Der erstickte Schrei von Opfern artikuliert sich in diesen Bildern - nehmen Sie beispielsweise jenes Bild eines Bootes auf einem toten Meer von Blut. Der erstickte Schrei von Opfern, denen die Hilfe nicht geleistet wird, die eigentlich uns selbst erst zur Menschlichkeit bringt, prägt den Gestus auch der übrigen Bilder. Deshalb ersteht in den Bildern eine Welt der Toten und des Todes als Menetekel, als Menetekel, falls wir nicht zu jener Hilfe fin­den, die letzt­lich Selbstrettung bedeutet, die Rettung einer menschlichen Welt.

Ein Wort nur zum ästhetischen Phänomen: Achten Sie auf die rote Farbe, - vielleicht erleben Sie eine ähnliche Verwunderung wie ich. In der Erinnerung an die Bilder war ich nämlich zunächst nahe daran in der Beschreibung fehlzugreifen und von einem "Schrei in der Farbe Rot", durchaus mit dem gesuchten Anklang von `schreiender Farbe` zu sprechen, bis mir bewußt wurde, daß ein Ver­stummen zum Ausdruck ge­langt, daß - was ich natürlich immer schon sah - die rote Farbe ins Schwarz verrinnt, wie geronnenes Blut. Die Farben in den Bildern von W.N. gewinnen einen Eigen- und Ausdruckswert, eine Richtigkeit, wie sie von vielen allzu häufig nur postuliert wird, aber nicht auf die Leinwand gebracht.
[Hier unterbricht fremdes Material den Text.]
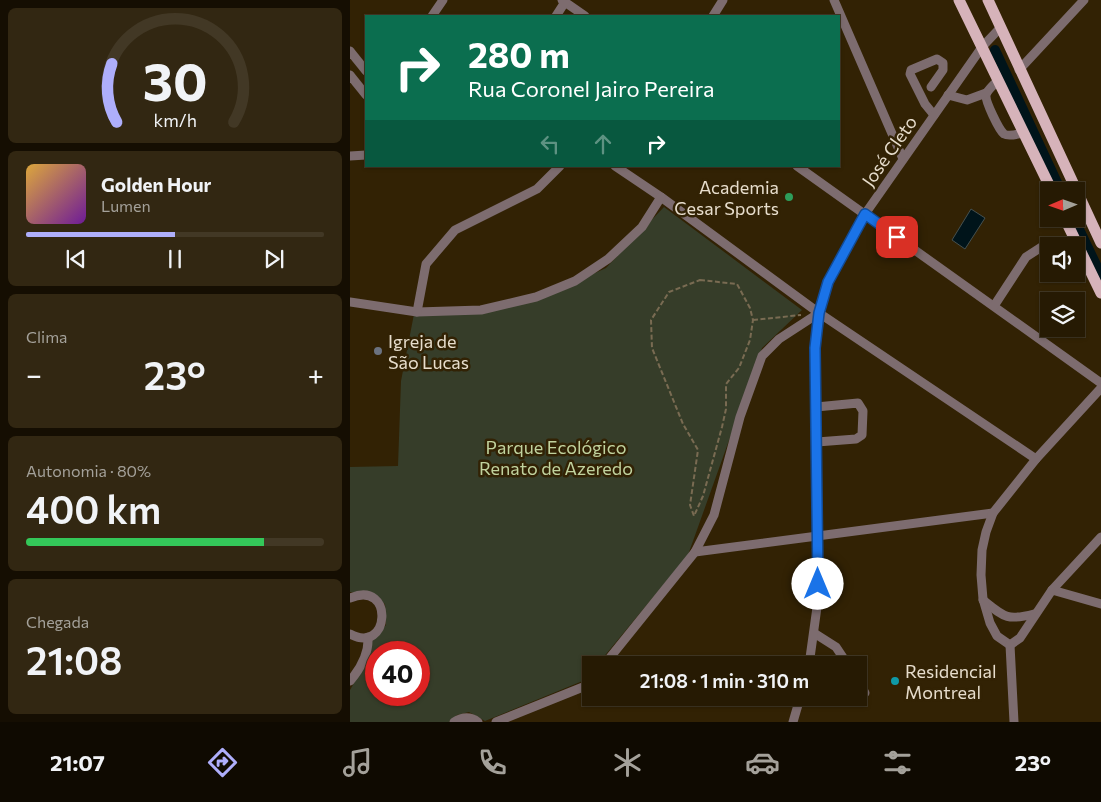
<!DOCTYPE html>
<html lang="pt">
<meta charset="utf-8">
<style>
body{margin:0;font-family:Commissioner,sans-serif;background:#322712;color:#f1f3f6;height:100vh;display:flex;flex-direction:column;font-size:19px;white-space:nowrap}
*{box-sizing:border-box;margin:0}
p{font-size:16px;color:#a4a19a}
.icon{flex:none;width:28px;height:28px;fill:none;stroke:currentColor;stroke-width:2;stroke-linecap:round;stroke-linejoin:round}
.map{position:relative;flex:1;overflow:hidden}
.sheet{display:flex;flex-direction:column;gap:8px;padding:8px;background:#150e02;width:350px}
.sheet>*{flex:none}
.hud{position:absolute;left:15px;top:15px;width:475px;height:152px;border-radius:0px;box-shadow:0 1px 4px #0004,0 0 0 1px #423825;background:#0b6e4f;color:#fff;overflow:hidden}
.needle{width:32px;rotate:268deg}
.fabs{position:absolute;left:690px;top:182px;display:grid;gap:10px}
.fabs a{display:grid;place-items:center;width:45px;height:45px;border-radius:0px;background:#261a03;box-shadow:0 1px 4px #0004,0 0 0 1px #423825;font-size:25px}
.speed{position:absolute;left:15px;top:641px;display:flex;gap:10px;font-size:25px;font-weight:700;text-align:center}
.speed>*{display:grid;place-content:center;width:65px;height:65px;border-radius:50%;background:#261a03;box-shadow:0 1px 4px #0004,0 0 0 1px #423825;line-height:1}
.speed .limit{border:8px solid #d22;background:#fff;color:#111}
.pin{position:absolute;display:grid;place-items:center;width:42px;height:42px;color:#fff;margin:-21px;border-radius:10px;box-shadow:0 2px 8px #0006}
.me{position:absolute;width:55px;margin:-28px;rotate:0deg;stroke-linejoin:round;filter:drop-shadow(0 0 4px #0008)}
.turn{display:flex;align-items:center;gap:18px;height:105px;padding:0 20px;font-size:22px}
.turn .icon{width:65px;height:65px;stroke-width:2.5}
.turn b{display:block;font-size:35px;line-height:42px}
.lanes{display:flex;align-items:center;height:48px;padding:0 20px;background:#0003;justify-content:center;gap:25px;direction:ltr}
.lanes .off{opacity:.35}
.big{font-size:38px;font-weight:600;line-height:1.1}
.sheet .tile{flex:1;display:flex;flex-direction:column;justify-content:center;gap:8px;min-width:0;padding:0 18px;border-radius:8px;background:#322712}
.sheet .dial{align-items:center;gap:0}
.dial svg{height:130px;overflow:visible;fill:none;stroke:#423825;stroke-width:7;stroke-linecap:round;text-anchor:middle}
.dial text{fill:#f1f3f6;stroke:none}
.song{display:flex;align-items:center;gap:15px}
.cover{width:60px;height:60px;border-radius:8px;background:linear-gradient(135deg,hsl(40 70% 55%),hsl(280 70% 35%))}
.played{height:5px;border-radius:2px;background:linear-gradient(90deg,#aeaefb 50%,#423825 50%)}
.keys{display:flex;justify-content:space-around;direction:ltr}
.heat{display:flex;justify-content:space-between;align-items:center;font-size:28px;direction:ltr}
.charge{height:8px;border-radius:4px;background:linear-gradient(90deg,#34c759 80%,#423825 0)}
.trip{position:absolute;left:232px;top:656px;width:285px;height:50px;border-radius:0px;background:#261a03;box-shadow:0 1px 4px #0004,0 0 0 1px #423825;font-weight:600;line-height:50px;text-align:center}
.tab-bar{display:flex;height:80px;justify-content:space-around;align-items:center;background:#0f0a01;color:#a4a19a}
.tab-bar .icon{width:35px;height:35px}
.tab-bar .on{color:#aeaefb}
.tab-bar b{font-size:22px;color:#f1f3f6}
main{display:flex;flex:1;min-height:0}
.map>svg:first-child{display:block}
.green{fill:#363d29;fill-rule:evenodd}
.water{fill:#00141a;stroke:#45504f}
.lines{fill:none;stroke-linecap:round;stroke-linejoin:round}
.canal{stroke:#00141a;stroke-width:10}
.path{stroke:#796b52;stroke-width:2;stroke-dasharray:5 2.5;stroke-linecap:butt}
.minor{stroke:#7d6c6f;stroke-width:9}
.major{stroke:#d6b3ba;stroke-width:11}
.route-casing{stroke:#114b97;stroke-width:12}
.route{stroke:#1a73e8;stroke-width:9}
.leisure-dot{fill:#2e9e5b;stroke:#322204;stroke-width:2}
.worship-dot{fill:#6b7280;stroke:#322204;stroke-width:2}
.culture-dot{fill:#0f9aa8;stroke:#322204;stroke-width:2}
.labels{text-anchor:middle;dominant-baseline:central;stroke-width:5;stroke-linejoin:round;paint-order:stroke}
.street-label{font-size:18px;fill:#e7ddcc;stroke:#322204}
.poi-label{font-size:18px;fill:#e7ddcc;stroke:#322204;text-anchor:start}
.park-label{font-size:18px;fill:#c0d29e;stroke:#322204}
</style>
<main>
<section class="sheet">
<div class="tile dial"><svg viewBox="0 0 100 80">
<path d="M14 69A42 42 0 1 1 86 69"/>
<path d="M14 69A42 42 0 0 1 11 33" stroke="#aeaefb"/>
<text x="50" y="56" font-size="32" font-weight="700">30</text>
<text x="50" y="72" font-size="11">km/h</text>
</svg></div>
<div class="tile">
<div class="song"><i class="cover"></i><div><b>Golden Hour</b><p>Lumen</p></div></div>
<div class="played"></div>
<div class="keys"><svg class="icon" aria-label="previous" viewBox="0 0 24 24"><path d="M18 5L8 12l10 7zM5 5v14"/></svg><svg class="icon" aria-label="pause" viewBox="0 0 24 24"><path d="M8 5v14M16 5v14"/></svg><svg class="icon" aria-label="next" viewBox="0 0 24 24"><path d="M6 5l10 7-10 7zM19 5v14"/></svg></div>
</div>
<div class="tile"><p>Clima</p>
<div class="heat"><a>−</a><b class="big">23°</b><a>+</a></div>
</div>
<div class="tile"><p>Autonomia · 80%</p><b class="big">400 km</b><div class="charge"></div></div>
<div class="tile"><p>Chegada</p><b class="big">21:08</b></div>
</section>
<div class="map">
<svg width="751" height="722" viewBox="0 0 751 722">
<rect width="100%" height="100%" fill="#322204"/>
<path class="green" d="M314,207l138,103 -40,38 -74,207 -91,110h-6v8l-6,7 -100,41 -16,-9 -12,3 -8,7h-99v-32l17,-30 6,-22 13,-13 -1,-21 -14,-10 -21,-2v-125l48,-1 3,-85 13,-67 124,-15 68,-31zM26,652h43v43h-43z"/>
<path class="water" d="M621,209l14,9 -20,31 -13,-9z"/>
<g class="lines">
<g class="canal">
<path d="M645,50l66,141"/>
<path d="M724,219l27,56"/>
</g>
<g class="path">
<path d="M350,280l37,4 13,24 3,12 -3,20 -11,28 -13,16v25l-4,18 -19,69 -9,20 -4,-11 8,-55 -15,-26 -31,-76 -1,-28 18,-28z"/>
<path d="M403,320l48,-5"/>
</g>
<g class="minor">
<path d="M212,0l23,16"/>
<path d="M484,0l69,159"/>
<path d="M82,16l11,-16"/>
<path d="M206,16l9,-14"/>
<path d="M363,16l10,-16"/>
<path d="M0,51l16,20"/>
<path d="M669,70l65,-70"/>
<path d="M0,75l16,20"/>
<path d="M648,80c-4,5 -11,10 -12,15 -1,6 13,35 18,39 5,3 14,0 19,-1"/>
<path d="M581,87l12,-17v-7l-6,-4 -26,11 -1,4 15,30 9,11"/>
<path d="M598,95l19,5 19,-7"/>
<path d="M0,156l16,-1"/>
<path d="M265,166l46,31 158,116 217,146"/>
<path d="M447,166l304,217"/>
<path d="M0,302l67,10 64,-2 55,-13 39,-16 33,-22 34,-32 19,-30"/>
<path d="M644,306l32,-49 17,-11"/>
<path d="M67,312l9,-48 29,-34 82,-41 23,-23"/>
<path d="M466,407l42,-4 5,8 -1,24 -6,4 -39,3"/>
<path d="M345,552l298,-39"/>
<path d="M702,590l49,14"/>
<path d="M0,598c45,-19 40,58 0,36"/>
<path d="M633,600c21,17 24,21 51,14"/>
<path d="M464,633l22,14 12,18"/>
<path d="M660,645l-13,-9 -7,-13 -7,-24 -2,-24 1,-25 4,-18 7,-19 43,-54 65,-71"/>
<path d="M660,645l10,-7 32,-48 49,-53"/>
<path d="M660,645l4,77"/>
<path d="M254,665l91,-113 19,-37 26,-98 22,-61 17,-17 40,-26"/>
<path d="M417,665l44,-5"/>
<path d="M459,665l9,-65 -3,-252 4,-35 9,-31 37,-68 117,-167 19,-20"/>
<path d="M0,681c10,-12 19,-28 18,-44"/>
<path d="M509,682l6,11"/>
<path d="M104,722c8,-5 16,-6 24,0"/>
<path d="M146,722l92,-37 3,-4"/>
<path d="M443,722l7,-24"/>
</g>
<g class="major">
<path d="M609,0l93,191"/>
<path d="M638,0l113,243"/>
<path d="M715,219l36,74"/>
</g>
</g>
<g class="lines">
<g class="route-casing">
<path id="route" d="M468,584l-3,-236 4,-35 9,-31 37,-68 32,23"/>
</g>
<use href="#route" class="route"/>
</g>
<circle class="leisure-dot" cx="439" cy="197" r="5"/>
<circle class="worship-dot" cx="28" cy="351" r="5"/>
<circle class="culture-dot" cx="545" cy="681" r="5"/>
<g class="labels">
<g class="street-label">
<text transform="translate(539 151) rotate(-55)">José Cleto</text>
</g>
<g class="poi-label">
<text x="429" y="187" text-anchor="end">Academia<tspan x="429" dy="21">Cesar Sports</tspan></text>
<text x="38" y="341">Igreja de<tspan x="38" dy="21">São Lucas</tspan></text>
<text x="555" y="671">Residencial<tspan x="555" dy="21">Montreal</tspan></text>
</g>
<g class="park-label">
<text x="206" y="447">Parque Ecológico<tspan x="206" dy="21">Renato de Azeredo</tspan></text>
</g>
</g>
</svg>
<div class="fabs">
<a><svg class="needle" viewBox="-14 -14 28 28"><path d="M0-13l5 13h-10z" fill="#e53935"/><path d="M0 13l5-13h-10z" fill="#a4a19a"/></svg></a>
<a><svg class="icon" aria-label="sound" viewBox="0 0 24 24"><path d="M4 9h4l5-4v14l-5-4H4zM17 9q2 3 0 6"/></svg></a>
<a><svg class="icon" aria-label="layers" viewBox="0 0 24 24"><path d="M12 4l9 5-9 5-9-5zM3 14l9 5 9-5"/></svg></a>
</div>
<div class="speed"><div class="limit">40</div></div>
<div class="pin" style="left:547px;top:237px;background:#d93025"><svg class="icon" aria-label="arrive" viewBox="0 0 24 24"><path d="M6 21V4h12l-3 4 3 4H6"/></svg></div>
<svg class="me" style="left:468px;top:584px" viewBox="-20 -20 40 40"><circle r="19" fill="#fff"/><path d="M0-13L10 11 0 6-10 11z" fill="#1a73e8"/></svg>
<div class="trip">21:08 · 1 min · 310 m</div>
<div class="hud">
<div class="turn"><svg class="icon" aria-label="right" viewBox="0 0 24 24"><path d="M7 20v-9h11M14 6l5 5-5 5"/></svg><div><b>280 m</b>Rua Coronel Jairo Pereira</div></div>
<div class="lanes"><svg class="icon off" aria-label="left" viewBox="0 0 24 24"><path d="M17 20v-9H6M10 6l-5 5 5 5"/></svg><svg class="icon off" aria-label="ahead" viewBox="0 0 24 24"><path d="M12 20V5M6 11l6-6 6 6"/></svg><svg class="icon" aria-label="right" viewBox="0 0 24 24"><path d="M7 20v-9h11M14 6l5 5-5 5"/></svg></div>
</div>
</div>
</main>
<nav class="tab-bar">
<b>21:07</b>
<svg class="icon on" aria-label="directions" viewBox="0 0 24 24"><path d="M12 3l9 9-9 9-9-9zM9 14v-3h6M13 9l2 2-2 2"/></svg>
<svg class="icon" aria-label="music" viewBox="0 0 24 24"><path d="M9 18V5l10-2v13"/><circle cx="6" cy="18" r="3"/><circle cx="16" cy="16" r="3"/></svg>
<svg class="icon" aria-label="phone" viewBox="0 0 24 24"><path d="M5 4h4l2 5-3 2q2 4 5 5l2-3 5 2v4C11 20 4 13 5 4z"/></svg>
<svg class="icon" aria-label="climate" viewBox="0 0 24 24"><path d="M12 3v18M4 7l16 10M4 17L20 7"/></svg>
<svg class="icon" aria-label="car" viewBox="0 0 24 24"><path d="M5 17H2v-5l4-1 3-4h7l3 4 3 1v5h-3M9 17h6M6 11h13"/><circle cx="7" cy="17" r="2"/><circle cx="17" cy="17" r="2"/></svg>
<svg class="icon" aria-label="filters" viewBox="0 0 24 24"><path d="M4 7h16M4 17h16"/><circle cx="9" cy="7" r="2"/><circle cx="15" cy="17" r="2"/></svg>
<b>23°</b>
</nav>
Hier erhält Farbe einen Wert wie ihn die besten expressionistischen Gedichte als Wortausdruckswert erreichen.

Vertrauen Sie ihren Sinnen, wollte ich mit dieser Anmerkung zu ästhetischer Erfahrung sagen, vertrauen Sie den Sinnen mehr als den aufgewühlten Gedanken. ....
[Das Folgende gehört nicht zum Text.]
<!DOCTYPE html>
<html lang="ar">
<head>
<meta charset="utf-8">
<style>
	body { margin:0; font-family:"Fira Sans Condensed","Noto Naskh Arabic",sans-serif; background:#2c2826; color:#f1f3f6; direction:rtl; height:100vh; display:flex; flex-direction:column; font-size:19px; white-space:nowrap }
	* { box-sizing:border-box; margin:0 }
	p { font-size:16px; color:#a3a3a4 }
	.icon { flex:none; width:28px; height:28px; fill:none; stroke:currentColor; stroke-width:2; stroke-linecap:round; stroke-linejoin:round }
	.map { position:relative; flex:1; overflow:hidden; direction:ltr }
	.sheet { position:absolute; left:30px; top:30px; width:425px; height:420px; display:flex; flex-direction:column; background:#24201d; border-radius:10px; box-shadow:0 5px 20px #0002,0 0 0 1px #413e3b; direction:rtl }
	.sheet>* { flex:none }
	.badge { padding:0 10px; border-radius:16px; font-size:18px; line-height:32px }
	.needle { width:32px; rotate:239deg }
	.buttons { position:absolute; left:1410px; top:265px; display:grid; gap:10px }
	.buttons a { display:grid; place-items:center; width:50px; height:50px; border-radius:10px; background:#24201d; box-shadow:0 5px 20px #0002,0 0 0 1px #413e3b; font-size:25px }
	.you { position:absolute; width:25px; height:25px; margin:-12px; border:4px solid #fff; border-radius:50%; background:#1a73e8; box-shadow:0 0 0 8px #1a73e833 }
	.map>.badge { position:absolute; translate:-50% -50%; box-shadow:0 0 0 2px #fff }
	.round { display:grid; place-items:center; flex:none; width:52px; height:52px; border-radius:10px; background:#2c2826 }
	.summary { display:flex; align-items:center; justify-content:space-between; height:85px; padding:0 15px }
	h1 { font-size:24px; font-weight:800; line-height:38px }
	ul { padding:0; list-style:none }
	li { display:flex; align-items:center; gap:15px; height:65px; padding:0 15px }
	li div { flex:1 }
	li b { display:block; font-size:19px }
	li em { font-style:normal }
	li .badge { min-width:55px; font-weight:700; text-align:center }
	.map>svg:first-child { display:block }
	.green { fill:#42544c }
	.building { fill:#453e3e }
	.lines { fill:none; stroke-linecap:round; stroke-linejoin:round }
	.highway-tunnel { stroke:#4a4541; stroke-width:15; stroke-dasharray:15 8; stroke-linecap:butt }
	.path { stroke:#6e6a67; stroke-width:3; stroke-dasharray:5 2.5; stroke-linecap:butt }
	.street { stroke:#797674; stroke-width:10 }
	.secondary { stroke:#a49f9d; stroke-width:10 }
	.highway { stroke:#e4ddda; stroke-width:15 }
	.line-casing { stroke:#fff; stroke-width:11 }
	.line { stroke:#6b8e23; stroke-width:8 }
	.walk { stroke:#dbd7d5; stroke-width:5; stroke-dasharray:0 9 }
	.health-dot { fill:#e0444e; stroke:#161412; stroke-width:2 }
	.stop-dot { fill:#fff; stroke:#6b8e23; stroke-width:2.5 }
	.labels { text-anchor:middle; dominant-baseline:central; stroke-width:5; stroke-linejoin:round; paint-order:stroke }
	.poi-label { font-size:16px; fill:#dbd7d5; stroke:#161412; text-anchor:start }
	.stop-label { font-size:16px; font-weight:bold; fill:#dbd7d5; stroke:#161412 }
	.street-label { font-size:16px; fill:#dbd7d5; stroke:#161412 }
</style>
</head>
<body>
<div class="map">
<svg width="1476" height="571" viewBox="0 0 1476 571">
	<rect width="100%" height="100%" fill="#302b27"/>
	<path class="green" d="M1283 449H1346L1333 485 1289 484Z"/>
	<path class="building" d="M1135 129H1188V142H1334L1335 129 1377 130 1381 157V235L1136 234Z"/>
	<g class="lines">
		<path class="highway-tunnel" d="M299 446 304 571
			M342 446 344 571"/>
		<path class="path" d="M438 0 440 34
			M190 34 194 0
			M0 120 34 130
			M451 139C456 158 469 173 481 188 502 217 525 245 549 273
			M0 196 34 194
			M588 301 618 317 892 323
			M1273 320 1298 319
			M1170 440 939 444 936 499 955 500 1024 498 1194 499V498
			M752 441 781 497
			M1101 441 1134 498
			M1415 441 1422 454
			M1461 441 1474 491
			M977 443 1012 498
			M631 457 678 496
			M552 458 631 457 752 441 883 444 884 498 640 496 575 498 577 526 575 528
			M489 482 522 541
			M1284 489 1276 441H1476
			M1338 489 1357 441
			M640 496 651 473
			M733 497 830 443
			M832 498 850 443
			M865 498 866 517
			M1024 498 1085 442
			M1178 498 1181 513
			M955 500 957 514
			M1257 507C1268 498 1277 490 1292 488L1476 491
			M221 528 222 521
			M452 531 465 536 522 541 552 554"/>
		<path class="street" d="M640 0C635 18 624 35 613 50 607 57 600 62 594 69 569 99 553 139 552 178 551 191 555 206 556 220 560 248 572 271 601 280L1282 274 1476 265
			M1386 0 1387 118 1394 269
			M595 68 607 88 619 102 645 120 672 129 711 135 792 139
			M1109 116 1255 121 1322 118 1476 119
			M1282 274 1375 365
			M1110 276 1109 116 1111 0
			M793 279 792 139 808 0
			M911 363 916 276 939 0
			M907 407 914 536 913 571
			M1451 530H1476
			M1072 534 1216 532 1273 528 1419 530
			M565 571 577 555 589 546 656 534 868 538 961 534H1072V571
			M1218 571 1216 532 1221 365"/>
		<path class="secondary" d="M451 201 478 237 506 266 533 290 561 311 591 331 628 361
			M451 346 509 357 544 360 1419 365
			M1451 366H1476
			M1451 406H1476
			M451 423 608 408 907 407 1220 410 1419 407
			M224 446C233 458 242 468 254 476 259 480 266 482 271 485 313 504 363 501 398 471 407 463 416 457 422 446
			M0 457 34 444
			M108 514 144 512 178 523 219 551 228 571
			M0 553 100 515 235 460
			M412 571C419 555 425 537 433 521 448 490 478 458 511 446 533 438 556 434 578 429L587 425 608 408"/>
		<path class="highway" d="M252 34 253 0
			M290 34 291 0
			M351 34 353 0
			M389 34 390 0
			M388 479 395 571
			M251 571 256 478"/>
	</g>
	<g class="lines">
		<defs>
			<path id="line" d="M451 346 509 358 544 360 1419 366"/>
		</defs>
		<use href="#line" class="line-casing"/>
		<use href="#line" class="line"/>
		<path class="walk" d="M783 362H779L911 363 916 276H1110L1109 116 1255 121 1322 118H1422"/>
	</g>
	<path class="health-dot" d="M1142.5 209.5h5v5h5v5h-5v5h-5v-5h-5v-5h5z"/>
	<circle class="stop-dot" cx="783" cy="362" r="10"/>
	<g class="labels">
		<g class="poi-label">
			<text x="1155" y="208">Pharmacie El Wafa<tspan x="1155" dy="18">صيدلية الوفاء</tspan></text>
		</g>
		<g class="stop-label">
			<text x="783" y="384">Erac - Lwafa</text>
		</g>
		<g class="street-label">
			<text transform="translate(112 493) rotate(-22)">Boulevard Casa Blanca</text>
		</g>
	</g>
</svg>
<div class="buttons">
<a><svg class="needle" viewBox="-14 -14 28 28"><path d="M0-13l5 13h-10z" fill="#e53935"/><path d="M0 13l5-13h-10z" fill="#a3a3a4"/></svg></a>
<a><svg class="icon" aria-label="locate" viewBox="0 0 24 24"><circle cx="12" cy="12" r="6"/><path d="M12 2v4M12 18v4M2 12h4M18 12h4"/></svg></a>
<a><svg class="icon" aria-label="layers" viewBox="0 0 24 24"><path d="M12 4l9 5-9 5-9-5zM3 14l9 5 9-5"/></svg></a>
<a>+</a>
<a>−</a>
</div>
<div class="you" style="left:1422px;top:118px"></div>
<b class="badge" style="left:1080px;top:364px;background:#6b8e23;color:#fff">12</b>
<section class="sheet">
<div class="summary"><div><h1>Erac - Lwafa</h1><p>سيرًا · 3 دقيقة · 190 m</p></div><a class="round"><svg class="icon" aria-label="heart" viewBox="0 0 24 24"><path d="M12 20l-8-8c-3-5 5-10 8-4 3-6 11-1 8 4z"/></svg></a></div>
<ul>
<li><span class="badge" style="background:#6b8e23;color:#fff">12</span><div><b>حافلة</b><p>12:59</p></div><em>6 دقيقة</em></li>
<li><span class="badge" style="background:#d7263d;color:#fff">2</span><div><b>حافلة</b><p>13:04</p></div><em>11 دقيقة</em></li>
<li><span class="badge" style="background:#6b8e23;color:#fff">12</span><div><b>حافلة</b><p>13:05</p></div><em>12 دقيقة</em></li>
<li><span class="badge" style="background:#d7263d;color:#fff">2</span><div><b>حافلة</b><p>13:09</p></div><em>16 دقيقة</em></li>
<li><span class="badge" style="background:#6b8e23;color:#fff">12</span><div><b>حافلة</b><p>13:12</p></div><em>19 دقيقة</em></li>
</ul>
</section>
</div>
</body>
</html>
Denn keineswegs ist dies Agitationskunst - das Anliegen wird in extremer Steigerung der Besondertheit ins Allgemeine gehoben. Wer­ner Neumann berührt in seinen Klage- und Zornbildern den Menschen, be­rührt, was uns alle angeht.

Benennt und bezeichnet "Du sollst nicht töten" gleichsam programmatisch den geistigen Ort der Ausstellung, so gipfelt die Ausstel­lung sowohl der Gewichtigkeit wie der künstlerischen Inszenierung nach in der bereits in Krakau und Köln gezeigten, hier neu einge­richteten, beeindruckenden, großen Installation: `Unterlassene Hilfeleistung`, die der Ausstel­lung den Namen vorgibt.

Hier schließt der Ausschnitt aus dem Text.